▶ **ASSIGNMENT**:
Your copy must hold every line of the records word for word. It must hold no pictures.

▶ **DATA EXTRACTS**:
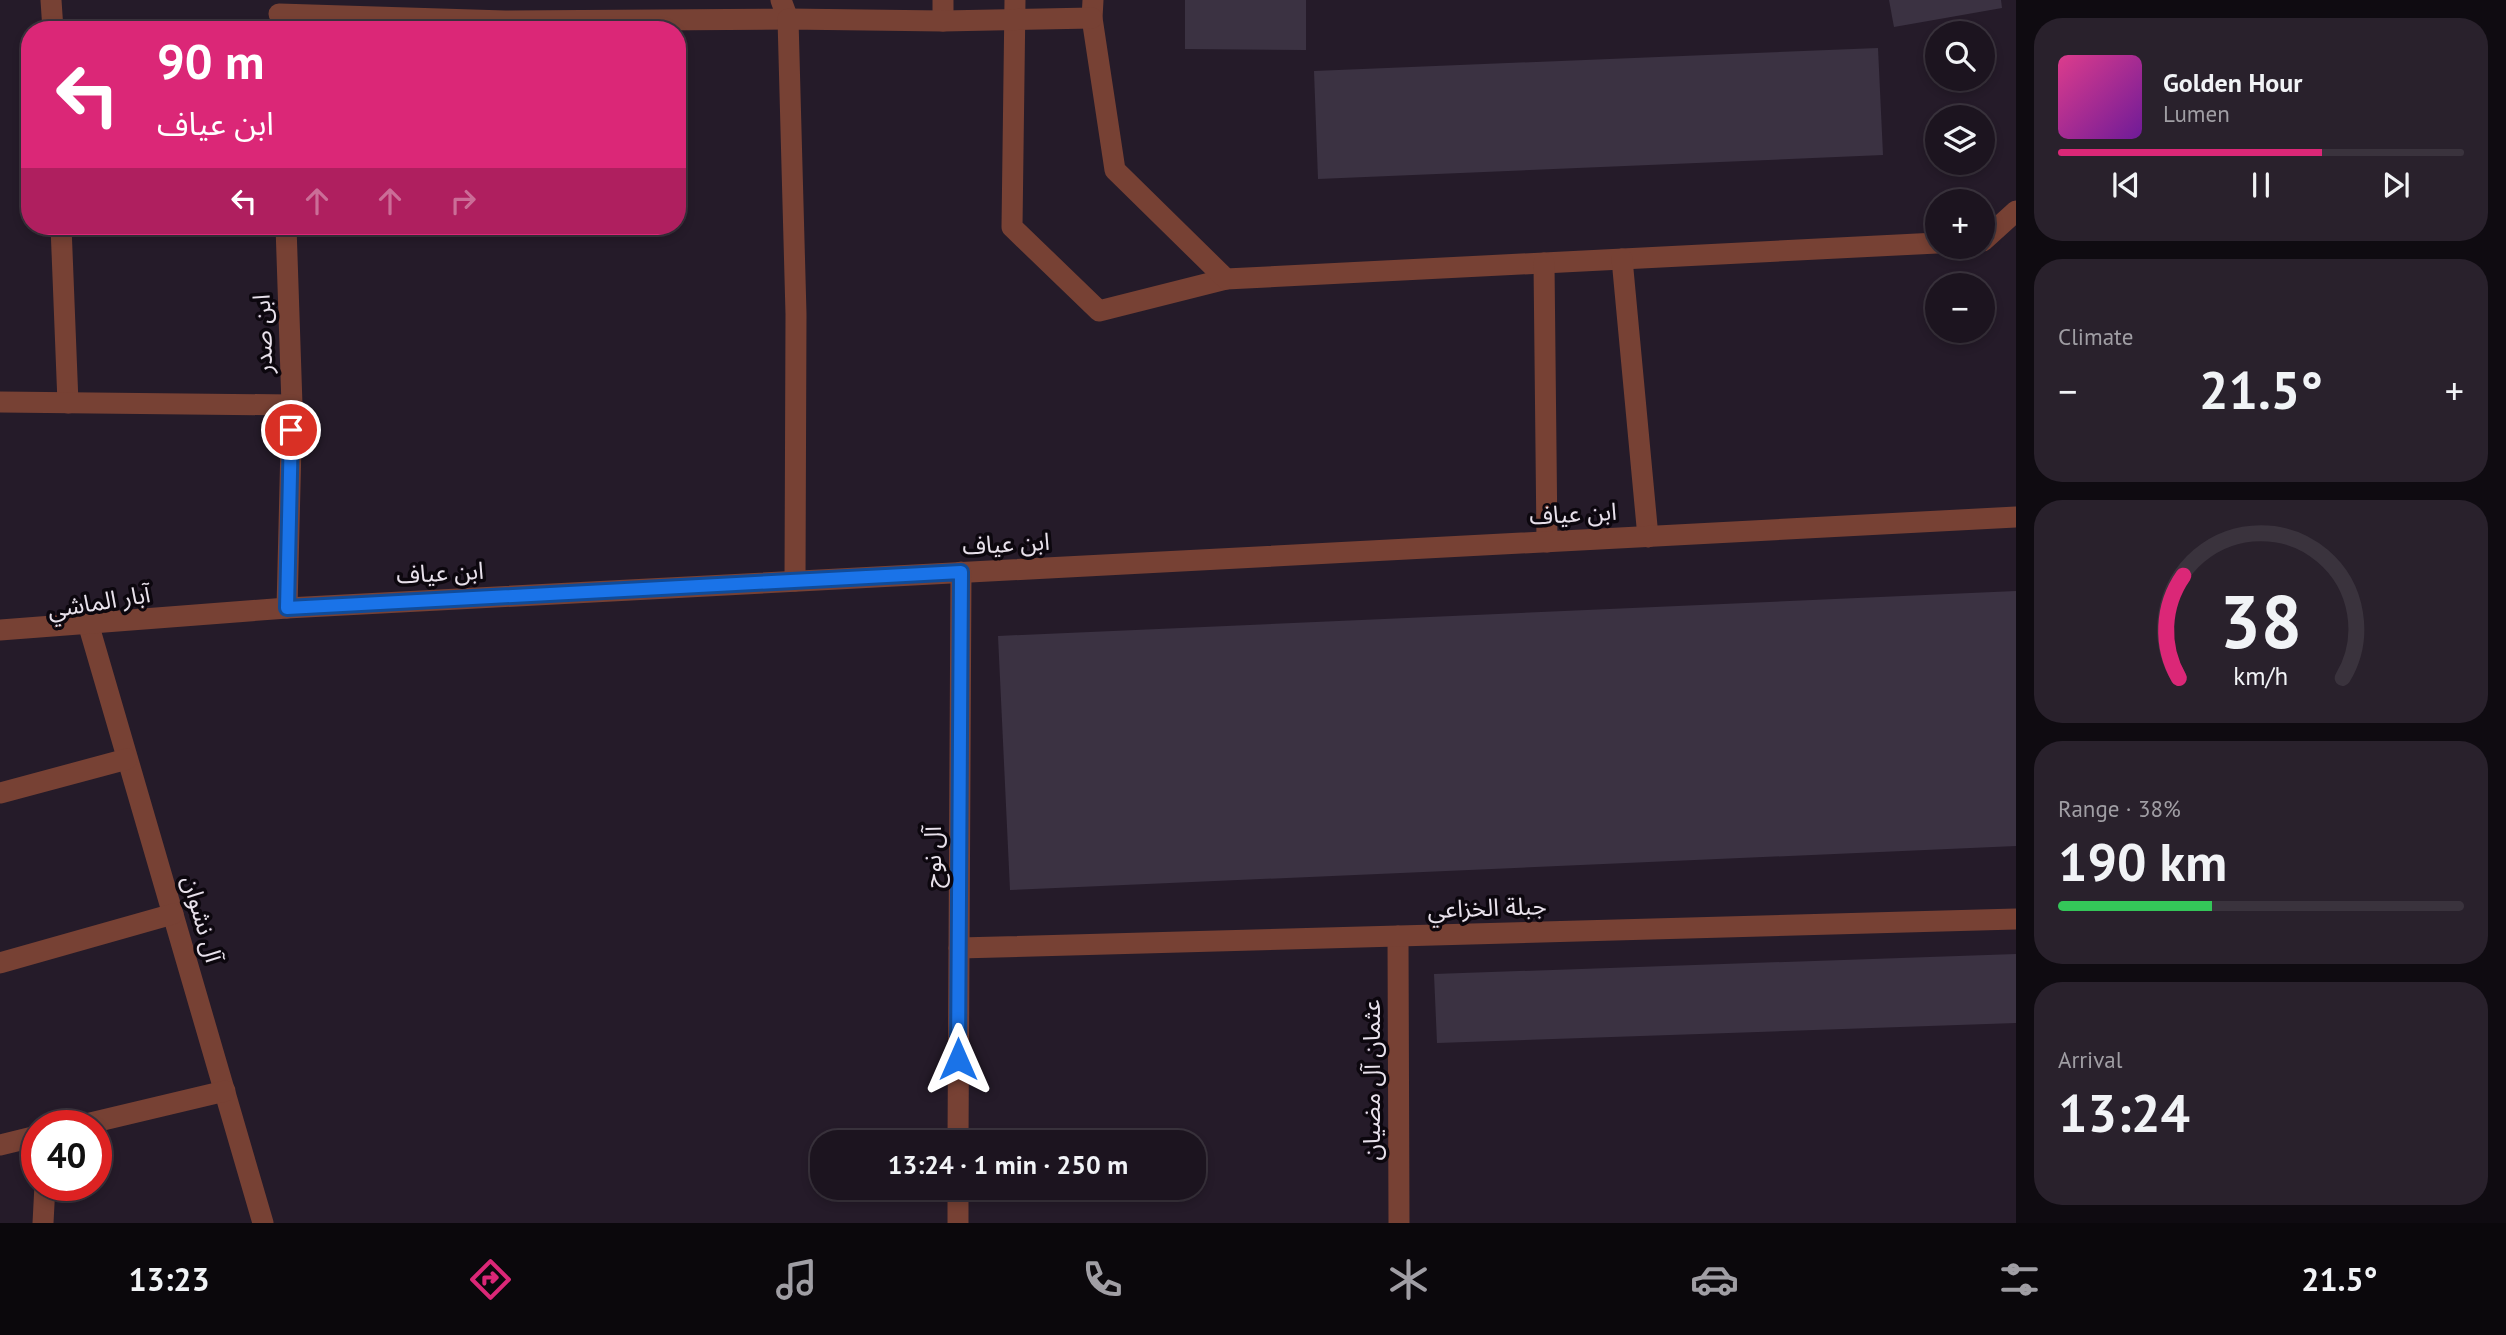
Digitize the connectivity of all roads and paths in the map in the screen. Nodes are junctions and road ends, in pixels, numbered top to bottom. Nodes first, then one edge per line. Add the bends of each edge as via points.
1 (51, 0) edge
2 (784, 9) edge
3 (1093, 9) edge
4 (943, 10) edge
5 (1014, 10) edge
6 (504, 11) edge
7 (278, 14) edge
8 (52, 21) edge
9 (2016, 211) edge
10 (1995, 230) edge
11 (61, 235) edge
12 (286, 235) edge
13 (1925, 244) edge
14 (1622, 259) junction
15 (1544, 263) junction
16 (1226, 279) junction
17 (0, 402) edge
18 (68, 403) junction
19 (292, 405) junction
20 (2016, 517) edge
21 (1648, 537) junction
22 (1547, 542) junction
23 (961, 572) junction
24 (795, 581) junction
25 (287, 608) junction
26 (206, 612) junction
27 (0, 630) edge
28 (90, 630) junction
29 (0, 643) edge
30 (127, 759) junction
31 (0, 793) edge
32 (173, 914) junction
33 (2016, 919) edge
34 (1398, 936) junction
35 (959, 948) junction
36 (0, 963) edge
37 (225, 1091) junction
38 (112, 1118) edge
39 (958, 1130) edge
40 (21, 1139) edge
41 (0, 1144) edge
42 (958, 1200) edge
43 (44, 1201) edge
44 (43, 1223) edge
45 (263, 1223) edge
46 (958, 1223) edge
47 (1399, 1223) edge

1 - 8 street
2 - 4 street
2 - 6 street
2 - 24 street via 796,314
3 - 5 street
3 - 16 street via 1115,170
4 - 5 street
5 - 16 street via 1012,227 1099,310
6 - 7 street
9 - 10 street
11 - 18 street
12 - 19 street, ابن صدر
13 - 14 street
14 - 15 street
14 - 21 street
15 - 16 street
15 - 22 street
17 - 18 street
18 - 19 street
19 - 25 street, ابن صدر
20 - 21 street, ابن عياف
21 - 22 street, ابن عياف
22 - 23 street, ابن عياف
23 - 24 street, ابن عياف
23 - 35 street, آل نوح
24 - 25 street, ابن عياف
25 - 26 street, ابن عياف
26 - 27 street, ابن عياف
26 - 28 street, آبار الماشي
28 - 29 street, آبار الماشي
28 - 30 street, آل نشوان
30 - 31 street
30 - 32 street, آل نشوان
32 - 36 street
32 - 37 street, آل نشوان
33 - 34 street, جبلة الخزاعي
34 - 35 street, جبلة الخزاعي
34 - 47 street, عثمان آل مضيان
35 - 39 street, آل نوح
37 - 38 street
37 - 45 street, آل نشوان
40 - 41 street
42 - 46 street
43 - 44 street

▶ **EXERCISE ANSWER**:
Digitize the connectivity of all roads and paths in the map in the screen. Nodes are junctions and road ends, in pixels, numbered top to bottom. Nodes first, then one edge per line. Add the bends of each edge as via points.
1 (51, 0) edge
2 (784, 9) edge
3 (1093, 9) edge
4 (943, 10) edge
5 (1014, 10) edge
6 (504, 11) edge
7 (278, 14) edge
8 (52, 21) edge
9 (2016, 211) edge
10 (1995, 230) edge
11 (61, 235) edge
12 (286, 235) edge
13 (1925, 244) edge
14 (1622, 259) junction
15 (1544, 263) junction
16 (1226, 279) junction
17 (0, 402) edge
18 (68, 403) junction
19 (292, 405) junction
20 (2016, 517) edge
21 (1648, 537) junction
22 (1547, 542) junction
23 (961, 572) junction
24 (795, 581) junction
25 (287, 608) junction
26 (206, 612) junction
27 (0, 630) edge
28 (90, 630) junction
29 (0, 643) edge
30 (127, 759) junction
31 (0, 793) edge
32 (173, 914) junction
33 (2016, 919) edge
34 (1398, 936) junction
35 (959, 948) junction
36 (0, 963) edge
37 (225, 1091) junction
38 (112, 1118) edge
39 (958, 1130) edge
40 (21, 1139) edge
41 (0, 1144) edge
42 (958, 1200) edge
43 (44, 1201) edge
44 (43, 1223) edge
45 (263, 1223) edge
46 (958, 1223) edge
47 (1399, 1223) edge

1 - 8 street
2 - 4 street
2 - 6 street
2 - 24 street via 796,314
3 - 5 street
3 - 16 street via 1115,170
4 - 5 street
5 - 16 street via 1012,227 1099,310
6 - 7 street
9 - 10 street
11 - 18 street
12 - 19 street, ابن صدر
13 - 14 street
14 - 15 street
14 - 21 street
15 - 16 street
15 - 22 street
17 - 18 street
18 - 19 street
19 - 25 street, ابن صدر
20 - 21 street, ابن عياف
21 - 22 street, ابن عياف
22 - 23 street, ابن عياف
23 - 24 street, ابن عياف
23 - 35 street, آل نوح
24 - 25 street, ابن عياف
25 - 26 street, ابن عياف
26 - 27 street, ابن عياف
26 - 28 street, آبار الماشي
28 - 29 street, آبار الماشي
28 - 30 street, آل نشوان
30 - 31 street
30 - 32 street, آل نشوان
32 - 36 street
32 - 37 street, آل نشوان
33 - 34 street, جبلة الخزاعي
34 - 35 street, جبلة الخزاعي
34 - 47 street, عثمان آل مضيان
35 - 39 street, آل نوح
37 - 38 street
37 - 45 street, آل نشوان
40 - 41 street
42 - 46 street
43 - 44 street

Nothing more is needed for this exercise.